***** Material for this exercise

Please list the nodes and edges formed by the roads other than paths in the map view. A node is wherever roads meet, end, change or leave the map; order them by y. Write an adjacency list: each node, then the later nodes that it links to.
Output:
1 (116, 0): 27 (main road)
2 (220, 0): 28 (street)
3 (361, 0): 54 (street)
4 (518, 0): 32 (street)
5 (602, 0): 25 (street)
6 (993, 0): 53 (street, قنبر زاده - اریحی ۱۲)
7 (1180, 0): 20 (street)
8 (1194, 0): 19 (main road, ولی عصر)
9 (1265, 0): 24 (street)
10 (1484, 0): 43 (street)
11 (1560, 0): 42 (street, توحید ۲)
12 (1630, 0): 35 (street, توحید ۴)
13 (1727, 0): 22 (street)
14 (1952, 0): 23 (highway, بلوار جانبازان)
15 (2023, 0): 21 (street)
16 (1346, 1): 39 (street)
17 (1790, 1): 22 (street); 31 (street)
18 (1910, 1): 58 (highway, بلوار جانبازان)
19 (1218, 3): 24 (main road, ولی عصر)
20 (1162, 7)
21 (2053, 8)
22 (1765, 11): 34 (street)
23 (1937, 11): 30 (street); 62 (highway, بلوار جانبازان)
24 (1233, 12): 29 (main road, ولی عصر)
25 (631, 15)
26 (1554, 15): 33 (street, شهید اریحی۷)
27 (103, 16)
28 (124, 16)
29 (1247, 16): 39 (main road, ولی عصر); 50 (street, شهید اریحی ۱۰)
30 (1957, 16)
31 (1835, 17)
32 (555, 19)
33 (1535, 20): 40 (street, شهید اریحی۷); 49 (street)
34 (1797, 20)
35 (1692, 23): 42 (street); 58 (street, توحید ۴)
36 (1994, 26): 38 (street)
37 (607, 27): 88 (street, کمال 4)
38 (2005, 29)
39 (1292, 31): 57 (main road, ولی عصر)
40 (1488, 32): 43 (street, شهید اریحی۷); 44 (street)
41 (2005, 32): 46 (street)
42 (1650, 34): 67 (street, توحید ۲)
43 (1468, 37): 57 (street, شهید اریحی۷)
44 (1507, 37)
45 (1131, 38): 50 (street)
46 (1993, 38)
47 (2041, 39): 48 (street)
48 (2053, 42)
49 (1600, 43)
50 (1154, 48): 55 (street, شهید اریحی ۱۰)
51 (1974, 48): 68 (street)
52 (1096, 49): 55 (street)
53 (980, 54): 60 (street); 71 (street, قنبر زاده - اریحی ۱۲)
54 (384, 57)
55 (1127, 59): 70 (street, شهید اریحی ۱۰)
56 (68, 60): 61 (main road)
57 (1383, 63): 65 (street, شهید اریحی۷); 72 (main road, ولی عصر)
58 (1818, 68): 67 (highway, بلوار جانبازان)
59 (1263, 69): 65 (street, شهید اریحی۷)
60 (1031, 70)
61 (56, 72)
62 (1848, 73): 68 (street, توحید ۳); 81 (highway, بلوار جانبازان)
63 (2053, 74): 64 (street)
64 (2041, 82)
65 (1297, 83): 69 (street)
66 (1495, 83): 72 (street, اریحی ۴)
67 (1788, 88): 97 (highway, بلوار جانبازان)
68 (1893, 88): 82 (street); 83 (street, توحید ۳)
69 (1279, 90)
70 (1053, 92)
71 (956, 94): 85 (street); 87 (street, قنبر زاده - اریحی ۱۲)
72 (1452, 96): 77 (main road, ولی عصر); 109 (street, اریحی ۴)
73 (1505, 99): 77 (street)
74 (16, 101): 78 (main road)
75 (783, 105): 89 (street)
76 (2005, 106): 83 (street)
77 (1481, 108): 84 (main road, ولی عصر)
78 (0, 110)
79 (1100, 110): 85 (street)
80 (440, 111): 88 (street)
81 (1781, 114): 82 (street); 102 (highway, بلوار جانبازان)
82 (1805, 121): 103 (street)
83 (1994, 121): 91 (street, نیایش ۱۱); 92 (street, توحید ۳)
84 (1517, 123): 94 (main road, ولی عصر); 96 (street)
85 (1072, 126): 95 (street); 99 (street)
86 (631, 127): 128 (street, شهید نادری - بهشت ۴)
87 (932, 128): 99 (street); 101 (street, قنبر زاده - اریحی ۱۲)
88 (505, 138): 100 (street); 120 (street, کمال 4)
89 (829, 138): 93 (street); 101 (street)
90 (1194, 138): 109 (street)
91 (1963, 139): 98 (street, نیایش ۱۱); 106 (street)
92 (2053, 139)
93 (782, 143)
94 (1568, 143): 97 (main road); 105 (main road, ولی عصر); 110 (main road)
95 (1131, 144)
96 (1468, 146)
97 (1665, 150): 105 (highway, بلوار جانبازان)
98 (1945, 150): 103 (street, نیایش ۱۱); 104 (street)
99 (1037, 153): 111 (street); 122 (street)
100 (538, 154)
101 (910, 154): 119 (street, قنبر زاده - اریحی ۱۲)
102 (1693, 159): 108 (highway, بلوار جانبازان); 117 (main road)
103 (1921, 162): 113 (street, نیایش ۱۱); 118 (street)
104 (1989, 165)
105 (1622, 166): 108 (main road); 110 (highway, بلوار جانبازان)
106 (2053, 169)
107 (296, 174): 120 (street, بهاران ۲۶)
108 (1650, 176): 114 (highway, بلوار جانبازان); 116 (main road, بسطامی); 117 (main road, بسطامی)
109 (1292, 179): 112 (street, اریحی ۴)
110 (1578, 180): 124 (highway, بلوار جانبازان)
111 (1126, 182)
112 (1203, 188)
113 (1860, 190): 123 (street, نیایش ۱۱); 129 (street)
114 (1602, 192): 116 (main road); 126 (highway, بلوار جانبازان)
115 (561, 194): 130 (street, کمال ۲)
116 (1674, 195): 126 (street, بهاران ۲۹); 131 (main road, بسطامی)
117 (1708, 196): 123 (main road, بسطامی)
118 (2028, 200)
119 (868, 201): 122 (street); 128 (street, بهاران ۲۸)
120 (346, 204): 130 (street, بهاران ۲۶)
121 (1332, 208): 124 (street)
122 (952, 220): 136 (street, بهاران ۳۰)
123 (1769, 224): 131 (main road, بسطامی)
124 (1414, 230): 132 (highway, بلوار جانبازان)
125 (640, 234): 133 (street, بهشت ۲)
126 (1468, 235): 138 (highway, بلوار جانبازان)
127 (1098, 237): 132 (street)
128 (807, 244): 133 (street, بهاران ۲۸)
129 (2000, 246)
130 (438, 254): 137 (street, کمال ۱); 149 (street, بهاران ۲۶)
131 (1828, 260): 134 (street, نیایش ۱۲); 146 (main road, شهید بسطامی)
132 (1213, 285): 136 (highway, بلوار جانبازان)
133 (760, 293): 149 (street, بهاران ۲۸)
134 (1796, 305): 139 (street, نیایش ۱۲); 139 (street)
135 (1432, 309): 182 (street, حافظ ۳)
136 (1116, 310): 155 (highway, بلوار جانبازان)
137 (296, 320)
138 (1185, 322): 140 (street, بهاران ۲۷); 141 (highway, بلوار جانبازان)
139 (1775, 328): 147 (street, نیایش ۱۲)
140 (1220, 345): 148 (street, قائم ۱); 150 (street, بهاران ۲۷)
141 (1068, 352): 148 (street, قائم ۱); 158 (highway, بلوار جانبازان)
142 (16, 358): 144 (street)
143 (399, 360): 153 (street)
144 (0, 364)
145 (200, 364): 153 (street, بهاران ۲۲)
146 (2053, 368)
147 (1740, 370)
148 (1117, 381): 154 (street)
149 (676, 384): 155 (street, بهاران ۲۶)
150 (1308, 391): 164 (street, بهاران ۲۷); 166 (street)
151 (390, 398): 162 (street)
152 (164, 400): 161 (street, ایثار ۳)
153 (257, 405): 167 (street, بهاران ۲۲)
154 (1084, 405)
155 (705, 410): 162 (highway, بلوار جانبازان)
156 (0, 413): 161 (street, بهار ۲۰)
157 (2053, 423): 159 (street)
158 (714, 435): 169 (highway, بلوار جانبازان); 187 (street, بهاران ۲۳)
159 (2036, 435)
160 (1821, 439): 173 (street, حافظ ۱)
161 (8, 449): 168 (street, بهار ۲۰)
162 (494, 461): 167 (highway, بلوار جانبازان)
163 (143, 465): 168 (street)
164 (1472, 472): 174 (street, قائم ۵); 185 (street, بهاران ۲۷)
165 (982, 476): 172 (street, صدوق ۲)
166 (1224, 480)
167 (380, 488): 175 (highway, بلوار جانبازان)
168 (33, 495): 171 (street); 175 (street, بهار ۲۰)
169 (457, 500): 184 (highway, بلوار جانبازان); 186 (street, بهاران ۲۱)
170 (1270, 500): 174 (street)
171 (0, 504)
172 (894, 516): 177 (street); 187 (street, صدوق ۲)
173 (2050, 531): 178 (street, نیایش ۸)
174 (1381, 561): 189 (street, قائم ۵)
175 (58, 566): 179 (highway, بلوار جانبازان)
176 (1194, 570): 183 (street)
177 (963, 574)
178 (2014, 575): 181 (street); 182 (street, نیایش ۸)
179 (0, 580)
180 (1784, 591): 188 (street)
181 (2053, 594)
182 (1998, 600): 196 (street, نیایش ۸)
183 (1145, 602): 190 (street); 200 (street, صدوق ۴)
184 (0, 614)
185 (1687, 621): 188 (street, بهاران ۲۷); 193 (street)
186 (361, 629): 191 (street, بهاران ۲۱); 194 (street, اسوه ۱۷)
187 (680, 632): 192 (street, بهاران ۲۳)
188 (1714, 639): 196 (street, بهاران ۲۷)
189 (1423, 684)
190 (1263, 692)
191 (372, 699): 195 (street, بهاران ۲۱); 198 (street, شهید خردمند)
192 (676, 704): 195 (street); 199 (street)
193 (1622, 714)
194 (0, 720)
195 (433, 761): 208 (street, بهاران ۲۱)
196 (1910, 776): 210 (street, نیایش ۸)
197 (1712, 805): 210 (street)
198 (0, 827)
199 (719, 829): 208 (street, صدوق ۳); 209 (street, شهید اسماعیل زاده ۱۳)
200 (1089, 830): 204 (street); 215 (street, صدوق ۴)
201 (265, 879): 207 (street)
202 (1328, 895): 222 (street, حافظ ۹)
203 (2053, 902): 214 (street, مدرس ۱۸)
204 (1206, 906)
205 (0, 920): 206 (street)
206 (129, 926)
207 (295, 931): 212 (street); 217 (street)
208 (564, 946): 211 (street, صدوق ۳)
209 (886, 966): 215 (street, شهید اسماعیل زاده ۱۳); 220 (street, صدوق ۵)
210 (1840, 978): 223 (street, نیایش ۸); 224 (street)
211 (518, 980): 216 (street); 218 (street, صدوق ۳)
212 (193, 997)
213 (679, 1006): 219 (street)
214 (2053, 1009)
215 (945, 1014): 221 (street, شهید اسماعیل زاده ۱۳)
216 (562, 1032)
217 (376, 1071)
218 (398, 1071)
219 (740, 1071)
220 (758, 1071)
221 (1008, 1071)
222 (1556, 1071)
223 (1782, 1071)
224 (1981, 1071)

**********

* [Problem to work on] Would you copy every line of the entries that includes the word "حافظ"?

* [Task response]
135 (1432, 309): 182 (street, حافظ ۳)
160 (1821, 439): 173 (street, حافظ ۱)
202 (1328, 895): 222 (street, حافظ ۹)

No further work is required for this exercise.